Clifton v. Jeff Davis County, Georgia et al
ORDER dismissing as moot 48 Motion to Compel; granting Plaintiff's 50 Motion to Withdraw his Motion to Compel. Signed by Magistrate Judge R. Stan Baker on 9/29/2017. (csr)
IN THE UNITED STATES DISTRICT COURT
FOR THE SOUTHERN DISTRICT OF GEORGIA
TYLER BRENT CLIFTON,
CIVIL ACTION NO.: 2:16-cv-108
JEFF DAVIS COUNTY, GEORGIA; and
RAY WOOTEN, HUGH BRANTLEY,
WANDA MARCHANT, WAYNE HALL,
CARLA ROBERTS POWELL, and
PRESTON BOHANNON, all in their
Presently before the Court are Plaintiff’s Motion to Compel, (doc. 48), and his Motion to
Withdraw his Motion to Compel, (doc. 50). The Court GRANTS Plaintiff’s Motion to Withdraw
and DISMISSES as moot his Motion to Compel. However, the Court finds it prudent to explain
why it would have dismissed Plaintiff’s Motion to Compel had Plaintiff not filed his Motion to
In his Motion to Compel, Plaintiff stated he served a subpoena upon Association County
Commissioners of Georgia (“ACCG”) requesting listserv postings Defendant Carla Powell made
to a Georgia county attorney listserv. (Doc. 48, p. 1.) Plaintiff asserted the subpoena required a
response by September 13, 2017, but ACCG had not responded to the subpoena as of the date of
his Motion, September 18, 2017. (Id.) However, Plaintiff did not attach any sort of certification
to his Motion to Compel that established Plaintiff made a good faith attempt to resolve this
dispute with ACCG before bringing the instant Motion.
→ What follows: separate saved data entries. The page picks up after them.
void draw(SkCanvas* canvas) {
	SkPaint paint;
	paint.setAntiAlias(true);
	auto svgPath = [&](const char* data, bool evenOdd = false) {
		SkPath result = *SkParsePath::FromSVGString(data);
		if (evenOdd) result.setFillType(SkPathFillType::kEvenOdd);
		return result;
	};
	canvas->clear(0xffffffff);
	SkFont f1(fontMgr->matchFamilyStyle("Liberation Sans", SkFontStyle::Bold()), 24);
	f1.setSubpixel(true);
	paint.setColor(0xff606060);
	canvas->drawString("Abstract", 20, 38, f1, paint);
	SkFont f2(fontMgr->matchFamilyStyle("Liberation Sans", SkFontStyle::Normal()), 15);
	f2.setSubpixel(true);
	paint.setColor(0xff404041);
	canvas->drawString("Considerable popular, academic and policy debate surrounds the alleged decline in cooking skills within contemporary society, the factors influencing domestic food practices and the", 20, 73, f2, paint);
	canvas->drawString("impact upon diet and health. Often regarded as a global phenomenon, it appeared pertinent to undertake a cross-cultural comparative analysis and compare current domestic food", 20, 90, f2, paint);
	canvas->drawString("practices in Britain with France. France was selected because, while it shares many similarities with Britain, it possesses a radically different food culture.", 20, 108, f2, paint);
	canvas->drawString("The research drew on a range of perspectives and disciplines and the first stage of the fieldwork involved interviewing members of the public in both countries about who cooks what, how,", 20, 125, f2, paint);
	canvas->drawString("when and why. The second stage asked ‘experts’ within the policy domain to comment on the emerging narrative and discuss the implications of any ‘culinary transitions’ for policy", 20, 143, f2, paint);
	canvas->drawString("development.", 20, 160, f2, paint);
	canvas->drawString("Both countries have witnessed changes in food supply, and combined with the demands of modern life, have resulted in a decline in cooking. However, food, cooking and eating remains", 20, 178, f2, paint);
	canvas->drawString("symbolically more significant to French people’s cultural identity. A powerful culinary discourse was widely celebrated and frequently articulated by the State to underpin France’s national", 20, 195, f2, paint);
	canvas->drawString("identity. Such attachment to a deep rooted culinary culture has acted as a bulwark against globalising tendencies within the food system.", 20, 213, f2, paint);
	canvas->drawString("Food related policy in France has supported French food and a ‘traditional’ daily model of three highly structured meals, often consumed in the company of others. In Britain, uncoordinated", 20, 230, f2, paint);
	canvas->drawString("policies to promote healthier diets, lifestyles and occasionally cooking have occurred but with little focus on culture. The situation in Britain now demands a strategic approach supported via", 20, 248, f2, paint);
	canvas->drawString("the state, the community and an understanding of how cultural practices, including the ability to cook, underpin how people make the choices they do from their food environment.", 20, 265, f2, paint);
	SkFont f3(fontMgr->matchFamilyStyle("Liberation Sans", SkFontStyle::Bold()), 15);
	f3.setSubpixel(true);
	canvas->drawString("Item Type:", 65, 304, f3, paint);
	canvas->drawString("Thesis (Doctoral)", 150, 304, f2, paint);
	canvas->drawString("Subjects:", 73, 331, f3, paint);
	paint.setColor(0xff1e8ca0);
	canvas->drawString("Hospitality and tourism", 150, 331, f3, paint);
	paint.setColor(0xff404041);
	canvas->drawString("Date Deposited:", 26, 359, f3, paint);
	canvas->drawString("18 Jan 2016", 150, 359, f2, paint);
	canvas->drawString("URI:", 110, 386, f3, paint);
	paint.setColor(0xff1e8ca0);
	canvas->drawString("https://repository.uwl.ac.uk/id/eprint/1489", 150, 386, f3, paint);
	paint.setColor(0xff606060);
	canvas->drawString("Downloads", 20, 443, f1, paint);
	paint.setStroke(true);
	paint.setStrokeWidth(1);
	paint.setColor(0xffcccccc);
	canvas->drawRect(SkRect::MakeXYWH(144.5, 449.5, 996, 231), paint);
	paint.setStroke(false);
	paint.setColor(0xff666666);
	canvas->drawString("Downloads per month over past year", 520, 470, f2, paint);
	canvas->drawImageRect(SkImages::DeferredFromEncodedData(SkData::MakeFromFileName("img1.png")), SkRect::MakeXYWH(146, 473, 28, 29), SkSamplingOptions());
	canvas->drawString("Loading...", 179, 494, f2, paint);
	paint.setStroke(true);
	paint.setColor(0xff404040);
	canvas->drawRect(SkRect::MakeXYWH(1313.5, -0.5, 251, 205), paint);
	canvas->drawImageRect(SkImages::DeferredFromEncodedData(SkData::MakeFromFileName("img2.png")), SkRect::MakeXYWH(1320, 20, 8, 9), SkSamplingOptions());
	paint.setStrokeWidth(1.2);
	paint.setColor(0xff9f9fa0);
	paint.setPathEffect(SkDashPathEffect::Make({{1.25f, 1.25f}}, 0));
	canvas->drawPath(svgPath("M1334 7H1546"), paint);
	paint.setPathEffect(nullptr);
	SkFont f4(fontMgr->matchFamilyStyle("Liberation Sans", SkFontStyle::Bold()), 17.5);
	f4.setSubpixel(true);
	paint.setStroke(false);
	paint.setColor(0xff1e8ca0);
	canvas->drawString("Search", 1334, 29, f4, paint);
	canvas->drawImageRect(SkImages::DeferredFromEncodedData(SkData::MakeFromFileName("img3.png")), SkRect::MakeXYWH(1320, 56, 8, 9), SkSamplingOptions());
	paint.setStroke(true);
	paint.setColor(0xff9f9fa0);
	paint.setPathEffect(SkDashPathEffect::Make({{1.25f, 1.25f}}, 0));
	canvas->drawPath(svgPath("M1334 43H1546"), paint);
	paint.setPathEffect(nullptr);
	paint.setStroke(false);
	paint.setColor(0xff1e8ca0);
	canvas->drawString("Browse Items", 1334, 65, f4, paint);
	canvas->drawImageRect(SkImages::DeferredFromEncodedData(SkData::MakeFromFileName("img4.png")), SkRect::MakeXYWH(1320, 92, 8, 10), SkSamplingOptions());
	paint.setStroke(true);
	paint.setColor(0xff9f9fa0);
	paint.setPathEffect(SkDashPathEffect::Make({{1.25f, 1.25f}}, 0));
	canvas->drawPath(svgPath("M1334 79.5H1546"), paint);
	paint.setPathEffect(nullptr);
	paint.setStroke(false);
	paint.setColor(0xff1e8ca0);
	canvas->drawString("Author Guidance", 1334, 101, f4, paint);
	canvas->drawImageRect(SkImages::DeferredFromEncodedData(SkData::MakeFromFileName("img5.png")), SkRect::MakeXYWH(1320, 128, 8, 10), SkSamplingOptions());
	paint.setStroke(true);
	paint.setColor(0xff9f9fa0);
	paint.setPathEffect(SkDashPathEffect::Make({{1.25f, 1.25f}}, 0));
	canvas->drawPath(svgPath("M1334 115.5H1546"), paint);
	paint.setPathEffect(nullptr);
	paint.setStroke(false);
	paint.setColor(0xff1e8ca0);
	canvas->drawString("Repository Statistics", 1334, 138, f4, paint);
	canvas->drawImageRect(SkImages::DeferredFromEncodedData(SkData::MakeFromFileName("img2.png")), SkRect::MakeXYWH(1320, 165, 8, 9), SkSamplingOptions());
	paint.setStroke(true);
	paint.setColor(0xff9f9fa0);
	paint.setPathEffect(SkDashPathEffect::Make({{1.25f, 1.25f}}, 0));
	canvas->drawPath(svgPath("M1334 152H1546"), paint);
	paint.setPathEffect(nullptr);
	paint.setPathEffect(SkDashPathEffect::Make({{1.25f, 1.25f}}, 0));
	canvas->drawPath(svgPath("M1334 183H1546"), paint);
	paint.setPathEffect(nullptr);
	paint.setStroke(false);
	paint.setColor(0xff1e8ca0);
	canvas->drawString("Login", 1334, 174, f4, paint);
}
Instead, Plaintiff states in his Motion to
Withdraw that he wishes to withdraw his Motion to Compel because ACCG provided him with
the requested information after the time he filed his original Motion to Compel. (Doc. 50, p. 1.)
Thus, it appears Plaintiff did not make efforts to resolve this dispute with ACCG (or even
Defendant Powell’s counsel) prior to the filing of his Motion to Compel.
Consequently, the Court would have dismissed Plaintiff’s Motion to Compel pursuant to
Federal Rule of Civil Procedure 37(a)(1), which requires a movant to certify that he has made a
good faith effort to resolve a discovery dispute prior to moving for an order compelling a
disclosure or discovery. In addition, Plaintiff’s Motion ran afoul of this Court’s Local Rule 26.5.
(“Counsel are reminded that Fed. R. Civ. P. 26(c) and 37(a)(1) require a party seeking a protective
order or moving to compel discovery to certify that a good faith effort has been made to resolve
the dispute before coming to court.”). This Court has applied these duties to confer in the Rule 45
subpoena context. Herrera-Velazquez v. Plantation Sweets, Inc., No. CV614-127, 2015 WL
5613195, at *5 n.6 (S.D. Ga. Sept. 23, 2015) (citing Hernandez v. Hendrix Produce, Inc., 297
F.R.D. 538, 539, 2014 WL 953503 at *1 (S.D. Ga. Mar. 10, 2014)); St. Johns Ins. Co. v. Nautilus
Ins. Co., 2008 WL 1897572 at * 1 (M.D. Fla. Apr. 28, 2008) (applying duty to confer obligation
to motions to quash and to compel in a subpoena-based discovery dispute)).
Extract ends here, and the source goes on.